We continued distributing the leaflets in the dimly lit alleys of our city, carrying bags of the coloured papers slung across our shoulders. We had been at it for about a week when we got scared like never before. Because there was a story going around that more and more people were talking about. They were saying a group of young men, mainly students, had been arrested and transported to the office of the intelligence service on the outskirts of the city. There was little variation in the versions of the story, which meant that it must unquestionably be true. The boys had been putting out leaflets, and they were picked up in their homes in the middle of the night, roughed up, and taken to dark rooms, where information was wormed out of them with pliers and pincers, even if it meant ripping off their toenails, their nipples, their balls, and the rest. At sundown, the media confirmed the story, the black sheep were suspected of distributing subversive leaflets inciting, and I quote, “the army to revolt.” Many people in the streets of the city knew what they were talking about, those pieces of printed paper where they read “things we were thinking quietly to ourselves, things that were burning our bellies,” as Gueule de Bois would say later, “things that stabbed you in the stomach, and then you had no choice but to shit out the thing that was itching your guts.” In the houses and the streets, they called the leaflets adomenou, which meant guts, those disgusting tubes inside the belly. The official communiqués stated that the purpose of the leaflets was to destabilize the regime and undermine the peace and security that had been established. They spoke of plots and a coup d’état, saying the adomenou were garbage, and any son of the nation who wanted to preserve the gains of the revolution had a duty to burn them. For the first time we were able to glimpse what the shit from our guts could represent, set out on sheets of paper.
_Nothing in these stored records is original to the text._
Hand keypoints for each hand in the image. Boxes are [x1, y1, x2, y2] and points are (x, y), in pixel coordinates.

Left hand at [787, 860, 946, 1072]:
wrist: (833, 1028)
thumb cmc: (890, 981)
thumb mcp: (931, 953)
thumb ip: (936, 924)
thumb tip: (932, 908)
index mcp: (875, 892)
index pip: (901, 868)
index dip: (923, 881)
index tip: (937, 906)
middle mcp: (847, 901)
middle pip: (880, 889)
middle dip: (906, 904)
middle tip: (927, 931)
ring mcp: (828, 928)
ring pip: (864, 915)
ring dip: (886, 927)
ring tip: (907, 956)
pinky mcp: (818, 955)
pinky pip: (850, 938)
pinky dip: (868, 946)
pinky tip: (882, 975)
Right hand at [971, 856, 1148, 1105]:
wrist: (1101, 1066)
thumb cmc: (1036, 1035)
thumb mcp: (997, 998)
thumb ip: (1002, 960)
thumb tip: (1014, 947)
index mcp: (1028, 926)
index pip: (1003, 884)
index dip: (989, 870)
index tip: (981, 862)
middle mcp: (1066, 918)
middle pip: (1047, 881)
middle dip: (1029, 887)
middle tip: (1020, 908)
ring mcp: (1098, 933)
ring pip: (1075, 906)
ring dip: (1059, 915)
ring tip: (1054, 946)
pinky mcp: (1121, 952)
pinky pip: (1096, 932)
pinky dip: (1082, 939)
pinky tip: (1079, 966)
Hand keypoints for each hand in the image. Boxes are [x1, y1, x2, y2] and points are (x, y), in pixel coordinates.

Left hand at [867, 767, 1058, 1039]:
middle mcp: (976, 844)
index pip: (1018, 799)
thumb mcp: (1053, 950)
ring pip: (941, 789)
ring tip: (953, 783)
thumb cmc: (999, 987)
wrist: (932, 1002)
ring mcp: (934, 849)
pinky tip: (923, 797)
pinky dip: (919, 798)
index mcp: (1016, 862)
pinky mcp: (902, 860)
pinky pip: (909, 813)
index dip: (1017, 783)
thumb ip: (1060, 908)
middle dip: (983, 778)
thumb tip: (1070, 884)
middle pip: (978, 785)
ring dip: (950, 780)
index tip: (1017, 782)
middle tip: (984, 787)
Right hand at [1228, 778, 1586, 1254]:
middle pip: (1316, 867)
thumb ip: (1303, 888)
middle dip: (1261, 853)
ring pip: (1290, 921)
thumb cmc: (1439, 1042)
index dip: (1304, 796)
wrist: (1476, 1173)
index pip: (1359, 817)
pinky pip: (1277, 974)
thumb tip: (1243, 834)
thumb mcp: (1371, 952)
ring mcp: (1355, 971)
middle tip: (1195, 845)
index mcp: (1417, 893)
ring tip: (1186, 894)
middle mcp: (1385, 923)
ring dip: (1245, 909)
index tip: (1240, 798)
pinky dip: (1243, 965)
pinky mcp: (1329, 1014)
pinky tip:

And I imagined the sergeant with the Uzi trembling before those pieces of paper, the stinking tubes chasing him, trying to capture him, and him running, out of breath, in the corridors of his huge national palace with the adomenou on his tail, the guts that would tie him up and toss him into the lagoon, where he would be slowly swallowed up by the mud. In his bunker, the sergeant looks for a hiding place, he runs, stumbles, gets up, hides for a moment behind the frame of a huge photograph of his horrified face, slobbering on his colonial soldier’s medals, won, as he has recounted, at Diên Biên Phu, in Alsace, and in Algeria.
In our maquis, we tried to imagine the lovely time the detainees must have had in the intelligence offices and we were scared stiff. A joking writer had said, “Speak up, they won’t do anything to you!” Wali asked the question, “What are we risking?” We had thought we were the only ones distributing leaflets at night, and now we’d discovered that there was very likely a structure that was more organized and more serious than ours. It hadn’t been a game for those boys, whose balls were undoubtedly being subjected to cruel caresses while we were talking.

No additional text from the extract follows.